If you’re worried about those tiny lapses in memory that come as you get older, like where you put the keys, a phone number or someone’s name, there’s a new study about the advantages of magnesium. It also offers hope.

Researchers at Beijing’s Tsinghua University and the Massachusetts Institute of Technology (MIT) discovered that increasing your magnesium intake may aid in preventing memory loss as we get older.

Many experts are of the opinion that diets can be a significant influence on our cognitive abilities Researchers mention an estimate that only 32 percent of Americans get the daily recommended allowance of magnesium. It’s a cause for concern and a reason to learn more.

For adults the recommended daily intake of magnesium is 400 mg per day for men and the recommended daily dose for women who haven’t yet had a baby.

Adults who are over 31 need daily 420 milligrams for men and the recommended daily dose for women not expecting is 320 milligrams. “Magnesium is crucial for proper functioning of many tissues magnesium glycinate  including the brain. In a previous study we showed that magnesium promoted synaptic permeability of brain cells.” Guosong Liu, Director at the Center for Learning and Memory, Tsinghua University, Beijing. “It was tempting to take it one step further and examine whether an increase in magnesium levels enhanced cognitive functioning in animals.”

Although the tests were conducted on rats, experts believe the results could have implications for individuals too.

The study appears in the January 28, 2010 issue of journal Neruon, and demonstrates that increasing brain magnesium using a new compound, magnesium-L-threonate (MgT for short), aids learning, working memory as well as short and long term memory in rats.

Researchers also discovered that older rats performed better in a series of tests. Guosong Liu, MIT’s first researcher to study magnesium, realized it can aid in learning and memory. He and his team created a brand new magnesium compound that is superior to conventional supplements for increasing the levels of magnesium within the brain.

The researchers examined the effect of MgT on synaptic activity. Synapses are the places where neurons that are essential for transmitting signals from nerves.
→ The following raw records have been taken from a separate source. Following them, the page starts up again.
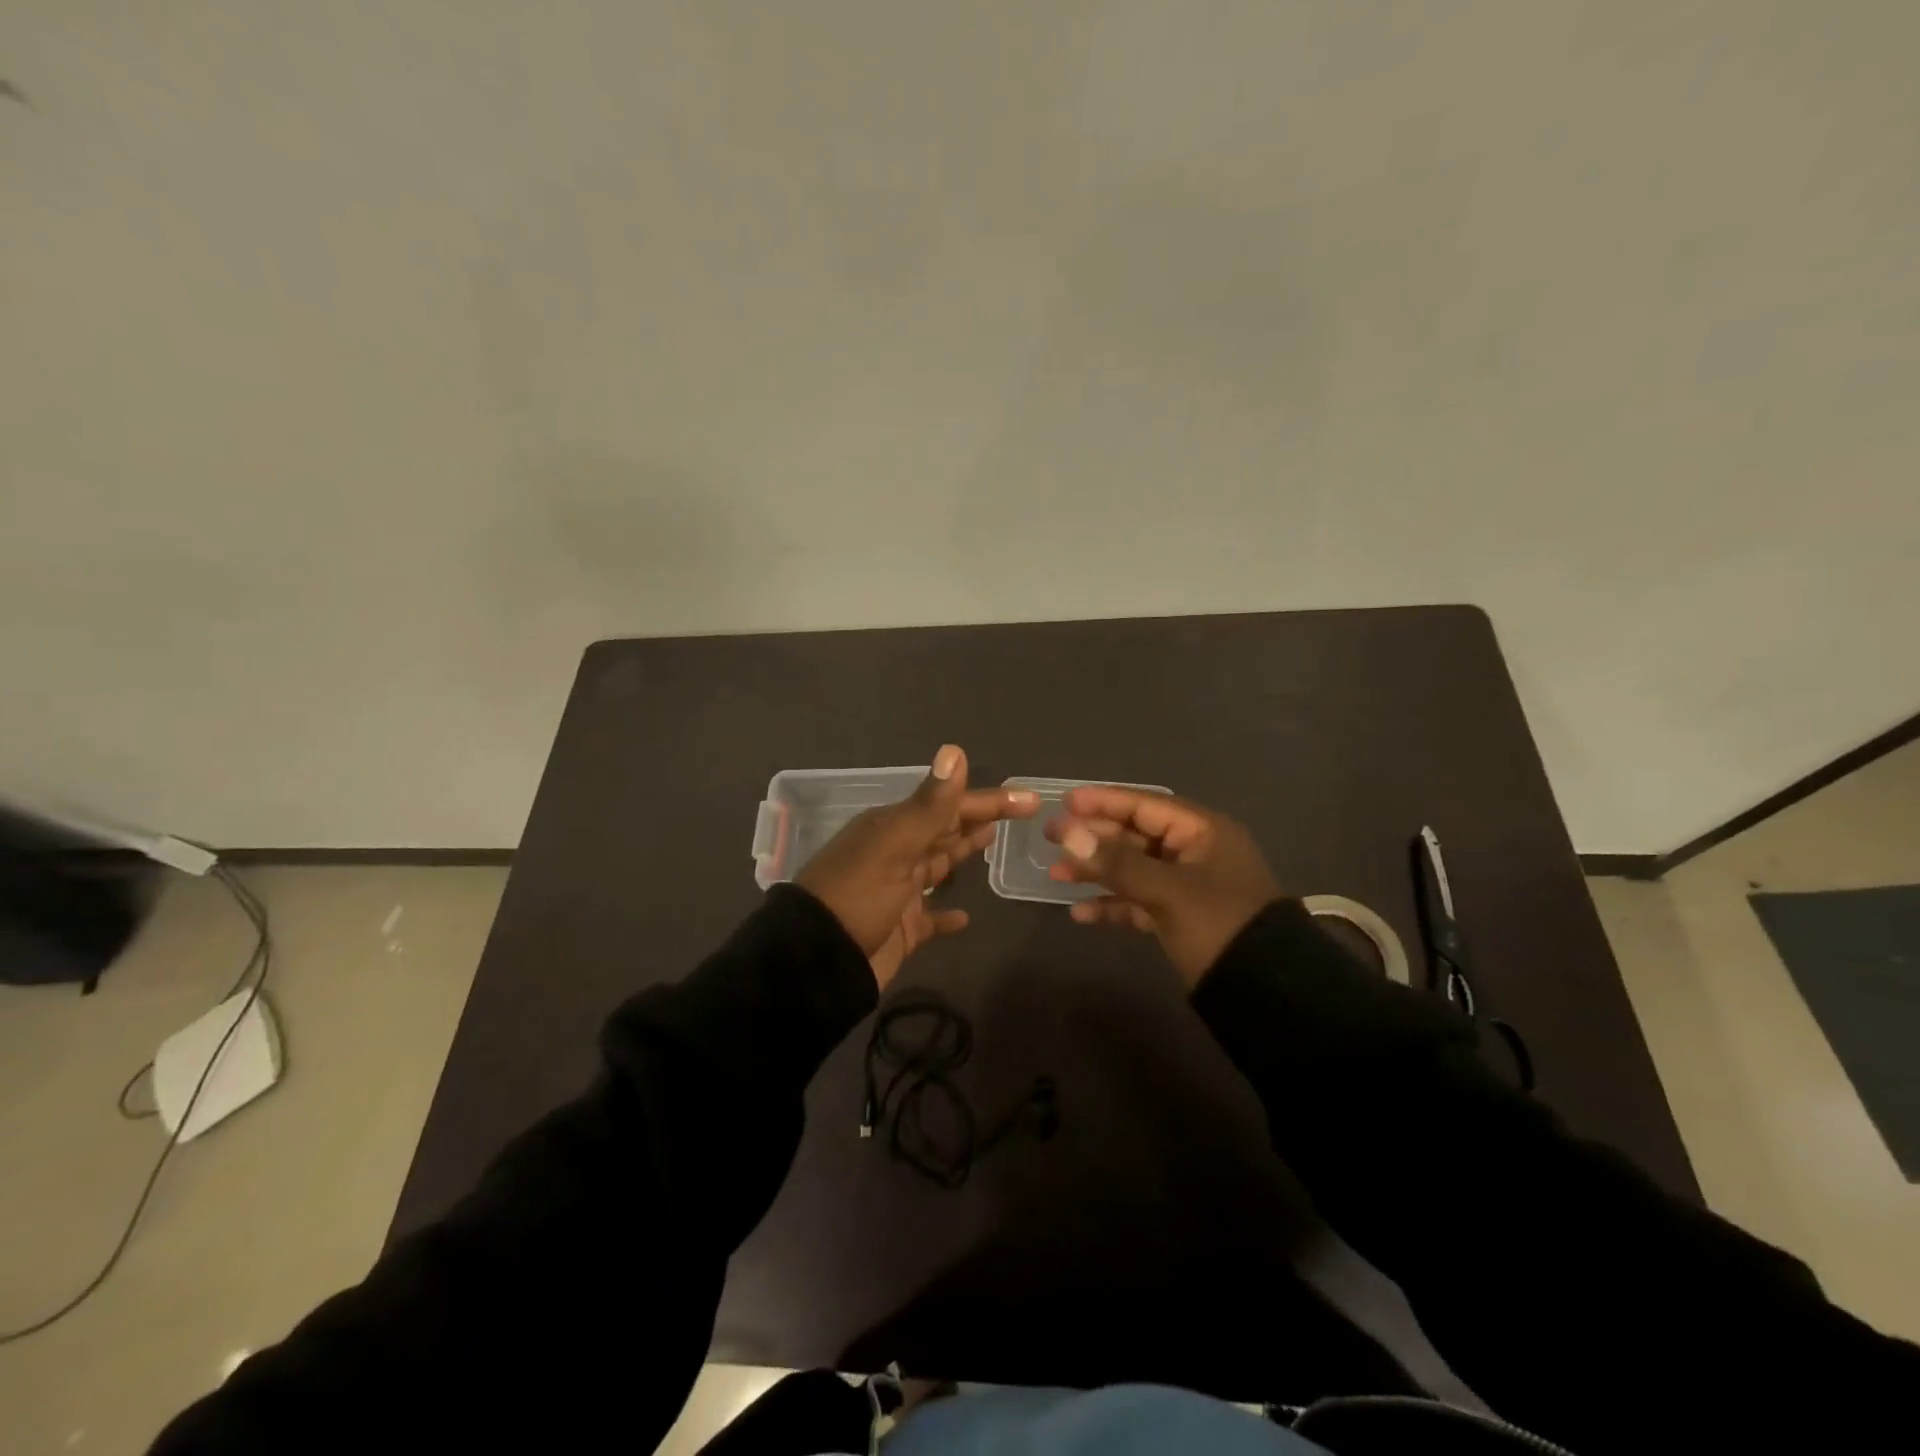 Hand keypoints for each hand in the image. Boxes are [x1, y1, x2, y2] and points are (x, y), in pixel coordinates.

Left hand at [798, 745, 1038, 989]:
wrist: (816, 962)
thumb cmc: (858, 896)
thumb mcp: (894, 845)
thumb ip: (930, 805)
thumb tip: (955, 751)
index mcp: (892, 829)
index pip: (949, 807)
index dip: (989, 801)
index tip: (1028, 800)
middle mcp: (895, 854)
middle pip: (945, 831)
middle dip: (978, 819)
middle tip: (1019, 813)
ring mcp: (897, 892)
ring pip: (937, 865)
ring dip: (962, 853)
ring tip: (993, 843)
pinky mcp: (900, 928)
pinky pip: (929, 918)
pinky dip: (946, 915)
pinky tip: (965, 917)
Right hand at [1047, 787, 1282, 988]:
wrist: (1267, 994)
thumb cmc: (1219, 925)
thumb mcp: (1168, 890)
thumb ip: (1117, 862)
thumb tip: (1068, 833)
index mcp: (1203, 832)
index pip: (1146, 805)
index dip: (1105, 802)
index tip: (1065, 802)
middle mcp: (1195, 852)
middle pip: (1136, 835)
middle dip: (1094, 838)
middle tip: (1051, 838)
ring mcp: (1188, 886)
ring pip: (1134, 869)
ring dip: (1097, 872)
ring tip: (1055, 875)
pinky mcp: (1181, 918)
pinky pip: (1140, 901)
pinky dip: (1113, 905)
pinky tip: (1081, 912) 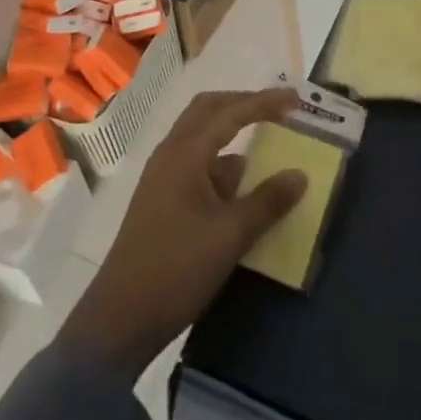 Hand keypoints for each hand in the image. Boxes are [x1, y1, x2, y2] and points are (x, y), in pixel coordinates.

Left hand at [57, 88, 306, 375]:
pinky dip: (221, 163)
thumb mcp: (230, 236)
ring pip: (201, 137)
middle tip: (278, 111)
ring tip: (265, 147)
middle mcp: (171, 153)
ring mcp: (162, 176)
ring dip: (232, 134)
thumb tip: (300, 174)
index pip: (230, 112)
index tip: (297, 101)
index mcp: (185, 153)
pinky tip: (241, 187)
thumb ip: (267, 202)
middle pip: (209, 110)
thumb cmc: (176, 269)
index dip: (265, 102)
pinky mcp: (161, 198)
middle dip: (244, 105)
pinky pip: (196, 163)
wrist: (120, 319) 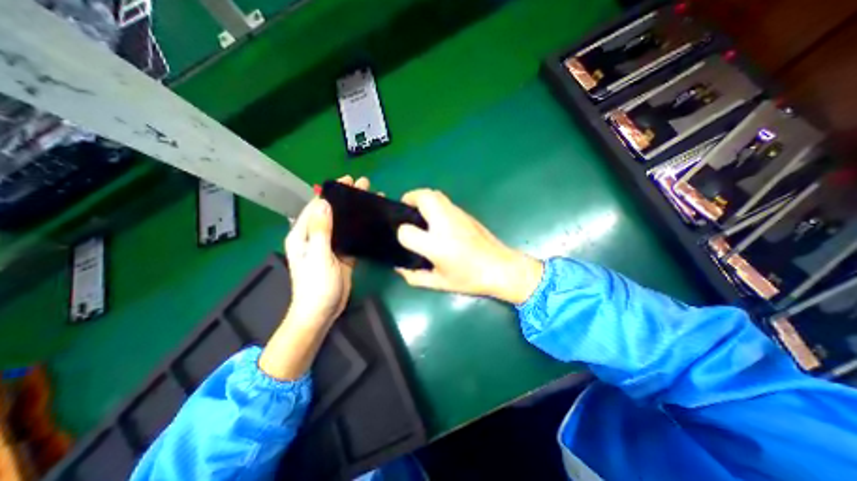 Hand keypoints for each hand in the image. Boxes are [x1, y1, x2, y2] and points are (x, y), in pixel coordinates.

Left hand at [282, 175, 368, 324]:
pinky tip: (371, 221)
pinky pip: (351, 237)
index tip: (348, 181)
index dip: (332, 193)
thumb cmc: (316, 286)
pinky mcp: (342, 254)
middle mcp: (315, 237)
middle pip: (332, 212)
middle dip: (347, 199)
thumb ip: (321, 231)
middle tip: (364, 185)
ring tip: (371, 199)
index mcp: (303, 235)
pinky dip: (360, 228)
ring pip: (343, 224)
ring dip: (355, 212)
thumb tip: (325, 204)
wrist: (322, 312)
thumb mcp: (318, 257)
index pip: (317, 207)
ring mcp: (330, 246)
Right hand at [395, 188, 540, 304]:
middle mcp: (446, 224)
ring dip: (423, 199)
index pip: (407, 231)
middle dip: (411, 198)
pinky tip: (437, 221)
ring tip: (419, 214)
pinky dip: (435, 204)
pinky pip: (445, 202)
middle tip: (406, 211)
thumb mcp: (439, 283)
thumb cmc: (470, 279)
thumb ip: (415, 277)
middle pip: (424, 197)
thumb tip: (400, 268)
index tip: (403, 239)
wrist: (502, 268)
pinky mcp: (466, 214)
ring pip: (436, 194)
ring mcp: (458, 215)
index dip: (400, 234)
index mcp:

Both the old and young rats saw an increase in synaptic strength due to MgT. This increased the density of the hippocamp, which is the brain area that plays a vital role in long-term memory and spatial navigation.

Susumu Tonegawa, a MIT researcher at the Picower Institute for Learning and Memory states, “This study not just highlights the importance of eating a balanced diet that is rich in magnesium but it also points to the potential of magnesium-based treatments to combat age-related declines in memory.”

Realizing that aging can cause some reduction in the capacity to recall memories when not all of the information is present in a coherent manner, the researchers carried out other research as part of the study.

The study found that MgT treatment enhanced memory recall in older rats in limited information conditions but not so in younger rats.

The study’s authors point out that the animals used in the study had been given a regular diet with sufficient magnesium. The study revealed that magnesium levels were increased to levels greater than those normally found in diets.

According to Liu, half of the people in the world are believed to suffer from magnesium deficiency. These results could have a major impact on the health of the public if MgT can be proven to be healthy for humans and efficient. Magceutics is founded by Liu. This company creates medications to treat and prevent the decline in memory due to age and Alzheimer’s disease.

If you’re experiencing cognitive decline due to age, a diet plan that includes enough magnesium daily is a smart and healthy choice.

There is a lot to discover about the effect of magnesium on memory. More research should be done to understand the connection between the magnesium content in your diet and your cognitive abilities.